Галя помнила: Иосиф не любит плачущих женщин. Но слезы хлынули, и остановить горько-соленый поток она не смогла. Так и сидела в машине, стыдясь распухшего носа и глаз, сделавшихся похожими на амбразуры ДОТа. Осознание собственного уродства в последние минуты прощания подпитывало потоки слез. Утереть их не получалось. Руки ослабели – не поднять. Ей хотелось поговорить. Надо, необходимо высказать Иосифу все накипевшее за эти недели. Уж она ему покажет. Устроит. Отомстит за одиночество и навязанного старика. Но сначала надо перестать плакать, чтобы в гневе выглядеть красиво и величественно. Чтобы такой и запомниться. Иосиф Христофорович не любит плачущих женщин. Плачущие женщины не вызывают у него сострадания. Иосиф Христофорович бежит от плачущих женщин к женщинам жизнерадостным, с сухими щеками и блестящими глазами. Потому что от слез до скандала один короткий миг, а Иосиф Пискунов скандалами сыт по горло и навсегда.

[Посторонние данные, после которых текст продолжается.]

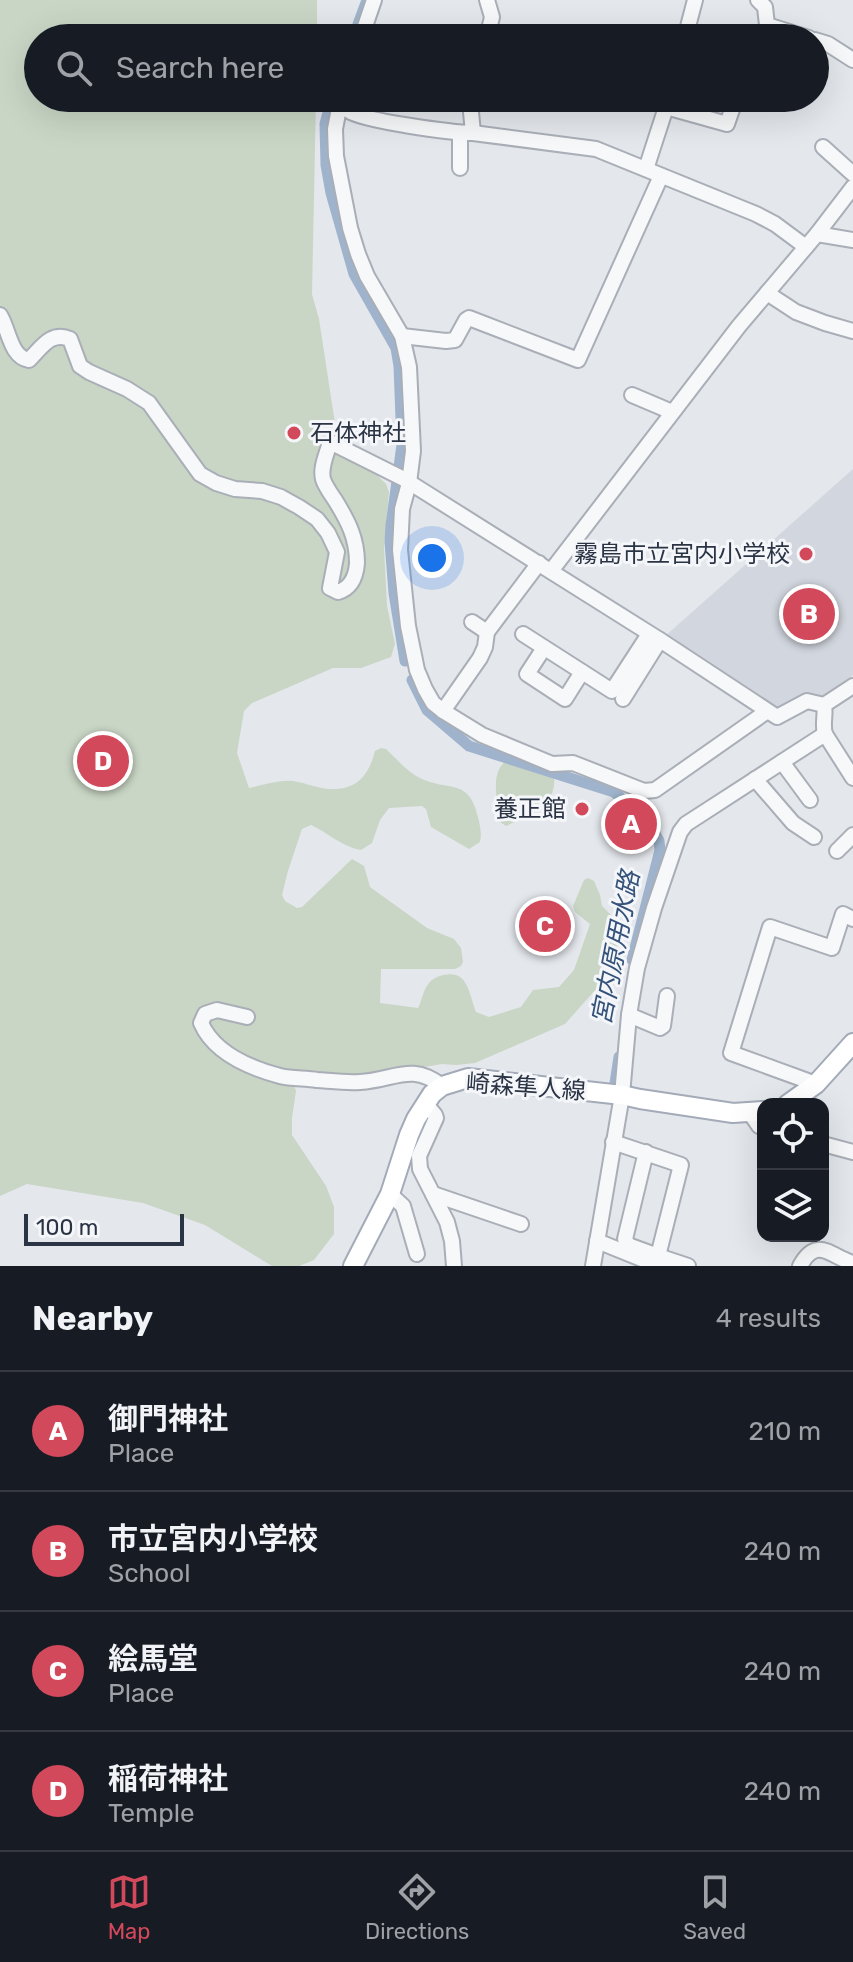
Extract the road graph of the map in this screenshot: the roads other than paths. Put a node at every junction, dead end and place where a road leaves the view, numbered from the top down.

Иосиф действительно отвернулся, вытащил папиросы, закурил. Отлично! Теперь она не может видеть знакомого брезгливого выражения на его тонком лице. Теперь она, может быть, сумеет побыстрее успокоиться. Старик сидит тихо, сутулится. Модный Иосифов картуз на его голове выглядит нелепо. Но этого мало. Ермолай снова нацепил на нос непонятно откуда взявшиеся очки в круглой металлической оправе – часть Иосифова реквизита. Вылитый интеллигент из недобитых аристократов. При нынешних порядках с таким попутчиком не оберешься бед. Повсюду введен особый пропускной режим, а дед так сильно смахивает на переодетого шпиона, что непременно будет задержан, и Галя вместе с ним. А Гале надо в Оржицу к матери и сыну. Волнение лишило ее красноречия. Получалось только бестолково шлепать губами.